Ethorse: Yay or Neigh?

There are some ICO’s which are frankly good for nothing more than a quick flip. At the lower end of the spectrum, there are a lot of low cap ICO’s which fall into this category. Initially I considered Ethorse, which I mentioned in a previous article as a sure fire winner for easy gains, as one of these. However, having had a chance to think properly about the project, I think the concept at least is one that will see a lot of use.

The concept is simple. People place their bets on a cryptocurrency that they believe will increase the most amongst all competing cryptocurrencies within a specified time. Once that deadline hits, the bets are ranked and the winner takes home the pooled ETH.


Without wishing to belittle the project and the backend work allowing it to function, it is a wonderfully easy idea to understand, being essentially a horse race for cryptocurrencies. But it also fills several niche propositions that could make it very popular.

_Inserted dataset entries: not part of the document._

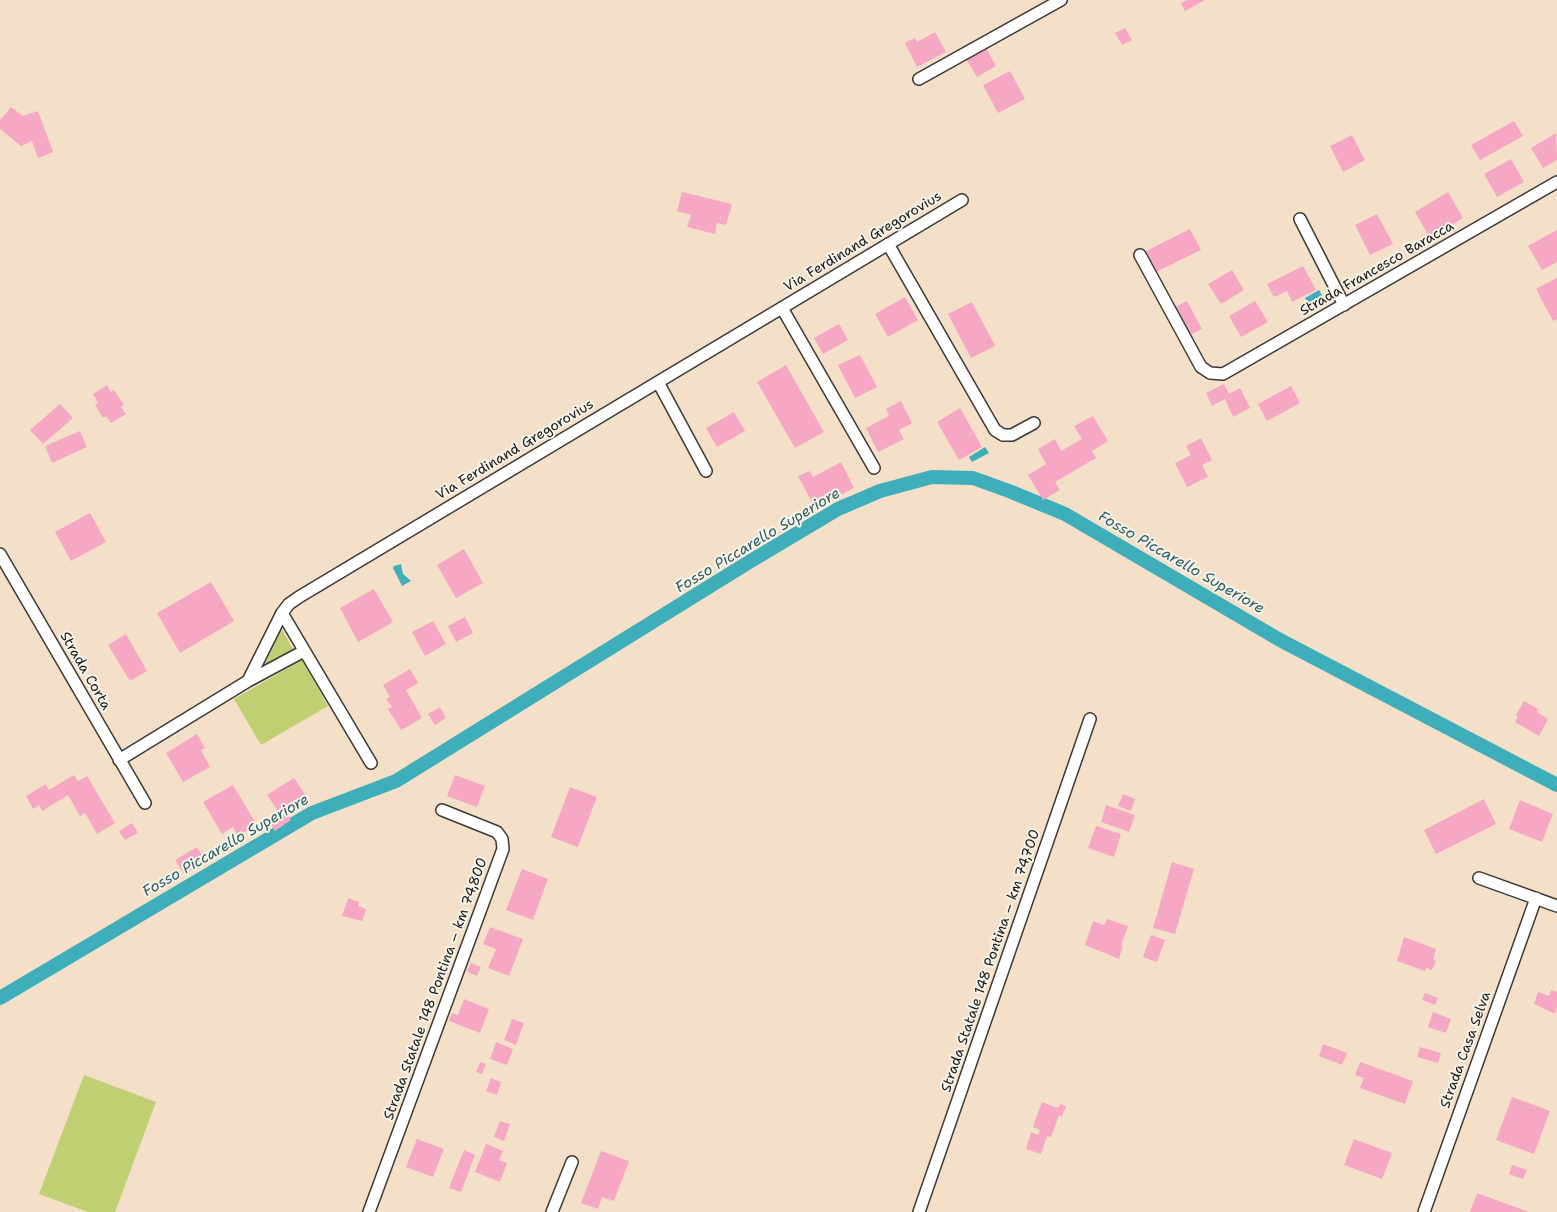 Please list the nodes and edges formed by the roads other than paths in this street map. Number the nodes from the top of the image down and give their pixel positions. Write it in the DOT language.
graph roads {
  1 [pos="1061,0"];
  2 [pos="918,79"];
  3 [pos="1557,182"];
  4 [pos="962,200"];
  5 [pos="1300,219"];
  6 [pos="888,244"];
  7 [pos="1140,255"];
  8 [pos="1344,305"];
  9 [pos="782,308"];
  10 [pos="658,382"];
  11 [pos="1034,423"];
  12 [pos="874,468"];
  13 [pos="706,471"];
  14 [pos="0,554"];
  15 [pos="282,613"];
  16 [pos="304,651"];
  17 [pos="248,681"];
  18 [pos="1090,719"];
  19 [pos="119,760"];
  20 [pos="371,763"];
  21 [pos="144,803"];
  22 [pos="442,810"];
  23 [pos="1480,878"];
  24 [pos="1536,898"];
  25 [pos="1557,906"];
  26 [pos="572,1162"];
  27 [pos="369,1212"];
  28 [pos="552,1212"];
  29 [pos="919,1212"];
  30 [pos="1424,1212"];
  1 -- 2 [label="street"];
  3 -- 8 [label="street, Strada Francesco Baracca"];
  4 -- 6 [label="street, Via Ferdinand Gregorovius"];
  5 -- 8 [label="street"];
  6 -- 9 [label="street, Via Ferdinand Gregorovius"];
  6 -- 11 [label="street"];
  7 -- 8 [label="street, Strada Francesco Baracca"];
  9 -- 10 [label="street, Via Ferdinand Gregorovius"];
  9 -- 12 [label="street"];
  10 -- 13 [label="street"];
  10 -- 15 [label="street, Via Ferdinand Gregorovius"];
  14 -- 19 [label="street, Strada Corta"];
  15 -- 16 [label="street"];
  15 -- 17 [label="street, Via Ferdinand Gregorovius"];
  16 -- 17 [label="street"];
  16 -- 20 [label="street"];
  17 -- 19 [label="street"];
  18 -- 29 [label="street, Strada Statale 148 Pontina – km 74,700"];
  19 -- 21 [label="street, Strada Corta"];
  22 -- 27 [label="street, Strada Statale 148 Pontina – km 74,800"];
  23 -- 24 [label="street"];
  24 -- 25 [label="street"];
  24 -- 30 [label="street, Strada Casa Selva"];
  26 -- 28 [label="street"];
}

For starters, depending on your country of residence it may make sense for tax purposes to gamble on the price of crypto rather than trade and invest (which can trigger capital gains taxes). For example, in the UK gamblers do not pay tax on their winnings, with the onus rather on the companies and bookmakers themselves. Gambling winnings also do not need to be declared as part of a tax return. With CGT applied at a 40% rate on all profits over £11,300 per year in the UK, this is a significant advantage.

Secondly, it removes the need to buy and hold cryptocurrencies for a short spell. Registering with lots of exchanges, downloading wallets for niche coins – these are often cumbersome and time consuming. It is far easier simply to bet on said coin if you do not wish to hold long term.

Finally, it offers the ability to short a cryptocurrency and to bet big without leverage. Obviously this isn’t a proper short, but it is a way to bet against crypto – a facility I have often wanted and found lacking. Owing to the parimutuel betting method the project adopts, backing an unfancied cryptocurrency could be highly profitable. The winners share the pot between them proportional to the amount they bet, so if you are the only winner you take the whole pot, regardless of how much you bet. 

I have often said that the cryptocurrency market is in many ways one giant 24/7 casino. It is impossible to say if Ethorse will be a success, but the idea of it is a great one. I think it is very likely we will start to see more competition from competing projects in this space soon.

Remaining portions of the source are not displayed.